# PROBLEM TO WORK ON
How many lines in these records hold the string "Jamblons"? Reply with the number alone.

# Items from a dataset
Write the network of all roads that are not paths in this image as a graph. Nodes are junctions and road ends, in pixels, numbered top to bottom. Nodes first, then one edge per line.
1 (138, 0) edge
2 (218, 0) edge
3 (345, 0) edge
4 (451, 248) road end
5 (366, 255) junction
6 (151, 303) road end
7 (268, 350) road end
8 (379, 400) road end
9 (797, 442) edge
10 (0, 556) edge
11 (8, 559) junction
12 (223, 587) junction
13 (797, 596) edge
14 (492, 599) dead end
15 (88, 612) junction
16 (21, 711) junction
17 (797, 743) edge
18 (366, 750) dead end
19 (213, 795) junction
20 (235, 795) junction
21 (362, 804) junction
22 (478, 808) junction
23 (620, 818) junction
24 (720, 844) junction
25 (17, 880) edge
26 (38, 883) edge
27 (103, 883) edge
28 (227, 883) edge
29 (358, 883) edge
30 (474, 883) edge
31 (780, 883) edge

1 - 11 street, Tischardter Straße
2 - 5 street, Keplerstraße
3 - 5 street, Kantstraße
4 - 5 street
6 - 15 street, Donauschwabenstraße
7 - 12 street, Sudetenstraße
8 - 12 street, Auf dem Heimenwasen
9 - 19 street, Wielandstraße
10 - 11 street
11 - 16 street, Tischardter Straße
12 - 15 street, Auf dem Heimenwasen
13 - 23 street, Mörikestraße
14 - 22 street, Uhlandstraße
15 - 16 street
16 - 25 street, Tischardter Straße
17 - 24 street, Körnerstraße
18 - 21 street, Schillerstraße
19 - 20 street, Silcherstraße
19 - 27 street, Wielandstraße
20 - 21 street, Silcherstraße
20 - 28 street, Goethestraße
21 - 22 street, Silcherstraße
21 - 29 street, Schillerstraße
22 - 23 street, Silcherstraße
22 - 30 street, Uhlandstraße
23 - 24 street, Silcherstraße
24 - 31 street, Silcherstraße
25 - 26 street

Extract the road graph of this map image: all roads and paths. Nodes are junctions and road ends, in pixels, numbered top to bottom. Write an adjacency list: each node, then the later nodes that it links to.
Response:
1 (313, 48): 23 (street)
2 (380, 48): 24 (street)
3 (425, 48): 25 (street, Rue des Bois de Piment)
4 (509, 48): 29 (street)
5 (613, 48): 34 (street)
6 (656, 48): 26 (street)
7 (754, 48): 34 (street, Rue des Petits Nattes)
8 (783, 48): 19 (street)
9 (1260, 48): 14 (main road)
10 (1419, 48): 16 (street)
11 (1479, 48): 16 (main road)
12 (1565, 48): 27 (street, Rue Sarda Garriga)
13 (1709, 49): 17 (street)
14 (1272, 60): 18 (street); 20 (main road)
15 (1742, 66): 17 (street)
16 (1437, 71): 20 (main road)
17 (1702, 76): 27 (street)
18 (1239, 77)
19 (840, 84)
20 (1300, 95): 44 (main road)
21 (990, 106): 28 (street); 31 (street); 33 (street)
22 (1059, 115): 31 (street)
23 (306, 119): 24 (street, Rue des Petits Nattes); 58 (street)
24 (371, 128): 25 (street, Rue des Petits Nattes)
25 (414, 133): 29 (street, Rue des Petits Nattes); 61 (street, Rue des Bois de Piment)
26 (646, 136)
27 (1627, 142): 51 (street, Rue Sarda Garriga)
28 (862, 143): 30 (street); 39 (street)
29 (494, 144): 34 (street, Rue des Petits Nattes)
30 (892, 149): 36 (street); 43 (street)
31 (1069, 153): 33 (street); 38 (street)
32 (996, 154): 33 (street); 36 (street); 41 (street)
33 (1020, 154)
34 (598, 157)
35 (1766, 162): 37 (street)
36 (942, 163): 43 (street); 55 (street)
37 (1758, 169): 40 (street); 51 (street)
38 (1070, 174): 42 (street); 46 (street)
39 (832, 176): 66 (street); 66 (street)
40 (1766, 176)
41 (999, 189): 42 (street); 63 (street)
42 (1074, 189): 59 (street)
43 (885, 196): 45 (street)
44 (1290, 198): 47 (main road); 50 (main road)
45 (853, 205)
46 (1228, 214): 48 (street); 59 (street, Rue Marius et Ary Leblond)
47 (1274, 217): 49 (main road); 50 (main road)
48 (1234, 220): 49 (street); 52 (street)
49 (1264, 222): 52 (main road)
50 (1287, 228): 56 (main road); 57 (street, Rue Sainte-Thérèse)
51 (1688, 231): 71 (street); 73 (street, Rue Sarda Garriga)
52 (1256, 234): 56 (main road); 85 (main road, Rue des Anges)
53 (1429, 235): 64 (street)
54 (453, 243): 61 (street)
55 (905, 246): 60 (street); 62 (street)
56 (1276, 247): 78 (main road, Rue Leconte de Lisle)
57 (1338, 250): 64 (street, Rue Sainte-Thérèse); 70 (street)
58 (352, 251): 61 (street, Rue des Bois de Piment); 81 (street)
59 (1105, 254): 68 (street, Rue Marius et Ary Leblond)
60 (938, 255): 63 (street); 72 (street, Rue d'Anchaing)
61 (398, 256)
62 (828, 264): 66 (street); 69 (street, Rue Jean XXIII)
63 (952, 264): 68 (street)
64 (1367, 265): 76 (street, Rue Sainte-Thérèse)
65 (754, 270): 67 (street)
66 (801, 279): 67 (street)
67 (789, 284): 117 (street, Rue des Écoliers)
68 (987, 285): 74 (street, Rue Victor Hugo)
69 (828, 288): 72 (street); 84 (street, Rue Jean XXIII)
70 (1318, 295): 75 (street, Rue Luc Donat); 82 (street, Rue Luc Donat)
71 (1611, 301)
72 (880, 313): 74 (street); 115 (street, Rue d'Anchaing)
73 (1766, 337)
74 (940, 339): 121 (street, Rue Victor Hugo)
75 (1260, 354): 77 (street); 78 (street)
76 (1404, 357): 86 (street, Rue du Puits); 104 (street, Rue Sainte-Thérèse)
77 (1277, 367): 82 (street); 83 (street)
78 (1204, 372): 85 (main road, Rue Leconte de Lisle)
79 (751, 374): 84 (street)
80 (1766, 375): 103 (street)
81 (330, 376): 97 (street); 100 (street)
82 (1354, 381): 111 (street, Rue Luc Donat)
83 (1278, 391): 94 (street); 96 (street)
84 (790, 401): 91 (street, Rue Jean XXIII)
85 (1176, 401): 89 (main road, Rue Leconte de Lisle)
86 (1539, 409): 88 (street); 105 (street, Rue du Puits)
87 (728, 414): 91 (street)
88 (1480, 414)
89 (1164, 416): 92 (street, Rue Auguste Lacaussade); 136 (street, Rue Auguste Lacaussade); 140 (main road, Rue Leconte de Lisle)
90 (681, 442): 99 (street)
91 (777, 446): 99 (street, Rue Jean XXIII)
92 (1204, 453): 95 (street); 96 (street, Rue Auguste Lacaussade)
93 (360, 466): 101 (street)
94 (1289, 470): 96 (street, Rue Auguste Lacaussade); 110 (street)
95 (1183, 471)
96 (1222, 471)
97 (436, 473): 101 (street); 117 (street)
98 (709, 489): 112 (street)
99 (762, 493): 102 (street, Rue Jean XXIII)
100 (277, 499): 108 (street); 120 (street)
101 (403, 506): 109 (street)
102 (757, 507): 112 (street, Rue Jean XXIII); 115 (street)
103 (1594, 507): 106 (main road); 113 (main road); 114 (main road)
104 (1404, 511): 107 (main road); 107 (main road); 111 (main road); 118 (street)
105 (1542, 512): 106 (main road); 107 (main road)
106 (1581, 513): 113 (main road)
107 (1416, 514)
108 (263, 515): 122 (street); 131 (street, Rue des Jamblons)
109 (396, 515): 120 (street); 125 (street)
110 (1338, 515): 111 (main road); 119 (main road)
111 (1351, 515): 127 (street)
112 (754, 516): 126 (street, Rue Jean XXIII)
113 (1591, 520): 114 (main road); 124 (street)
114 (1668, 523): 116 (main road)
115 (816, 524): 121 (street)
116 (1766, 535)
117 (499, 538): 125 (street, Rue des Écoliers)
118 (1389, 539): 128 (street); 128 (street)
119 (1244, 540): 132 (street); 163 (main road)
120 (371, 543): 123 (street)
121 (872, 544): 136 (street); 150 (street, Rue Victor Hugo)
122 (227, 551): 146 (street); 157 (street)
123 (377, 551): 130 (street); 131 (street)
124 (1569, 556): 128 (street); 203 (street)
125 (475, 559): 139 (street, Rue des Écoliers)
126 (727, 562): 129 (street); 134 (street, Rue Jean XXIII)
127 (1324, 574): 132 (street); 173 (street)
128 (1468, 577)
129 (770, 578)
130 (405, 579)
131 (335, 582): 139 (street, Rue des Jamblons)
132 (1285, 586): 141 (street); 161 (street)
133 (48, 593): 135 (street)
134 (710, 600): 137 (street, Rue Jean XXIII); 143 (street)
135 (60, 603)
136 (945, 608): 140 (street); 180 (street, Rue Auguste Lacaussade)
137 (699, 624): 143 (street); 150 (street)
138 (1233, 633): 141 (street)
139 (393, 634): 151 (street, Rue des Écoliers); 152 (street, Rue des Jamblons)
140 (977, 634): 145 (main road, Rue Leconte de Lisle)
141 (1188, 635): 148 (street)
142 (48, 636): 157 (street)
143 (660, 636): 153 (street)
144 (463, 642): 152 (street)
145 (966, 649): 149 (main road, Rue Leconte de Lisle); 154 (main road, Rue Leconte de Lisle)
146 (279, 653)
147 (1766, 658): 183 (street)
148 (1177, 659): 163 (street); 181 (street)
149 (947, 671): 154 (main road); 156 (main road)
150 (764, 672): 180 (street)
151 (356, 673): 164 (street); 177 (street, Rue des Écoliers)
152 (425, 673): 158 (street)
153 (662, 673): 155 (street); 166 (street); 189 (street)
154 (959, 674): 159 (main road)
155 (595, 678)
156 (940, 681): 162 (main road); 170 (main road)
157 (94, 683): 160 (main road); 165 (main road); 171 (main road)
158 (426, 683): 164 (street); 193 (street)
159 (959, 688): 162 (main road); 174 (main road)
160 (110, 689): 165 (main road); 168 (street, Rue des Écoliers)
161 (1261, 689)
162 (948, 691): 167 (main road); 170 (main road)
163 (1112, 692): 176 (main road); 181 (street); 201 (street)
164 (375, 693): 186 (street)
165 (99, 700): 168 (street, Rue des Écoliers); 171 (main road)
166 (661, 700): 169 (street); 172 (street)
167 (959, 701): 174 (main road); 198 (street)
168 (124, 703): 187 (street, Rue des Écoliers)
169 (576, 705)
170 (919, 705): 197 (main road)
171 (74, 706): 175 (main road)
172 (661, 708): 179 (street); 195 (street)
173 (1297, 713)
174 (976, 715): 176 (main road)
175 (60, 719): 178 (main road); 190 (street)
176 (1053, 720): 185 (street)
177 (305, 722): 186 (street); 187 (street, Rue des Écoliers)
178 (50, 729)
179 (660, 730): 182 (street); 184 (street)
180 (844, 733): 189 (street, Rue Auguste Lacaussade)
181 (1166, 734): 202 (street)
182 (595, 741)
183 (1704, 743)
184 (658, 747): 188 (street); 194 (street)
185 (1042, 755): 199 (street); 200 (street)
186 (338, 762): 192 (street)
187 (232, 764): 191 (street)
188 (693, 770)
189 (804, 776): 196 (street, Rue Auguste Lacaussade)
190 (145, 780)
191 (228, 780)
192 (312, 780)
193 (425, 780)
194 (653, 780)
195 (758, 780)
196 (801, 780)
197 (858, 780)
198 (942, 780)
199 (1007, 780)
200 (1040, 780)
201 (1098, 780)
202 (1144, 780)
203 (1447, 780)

# FINISHED EXERCISE
3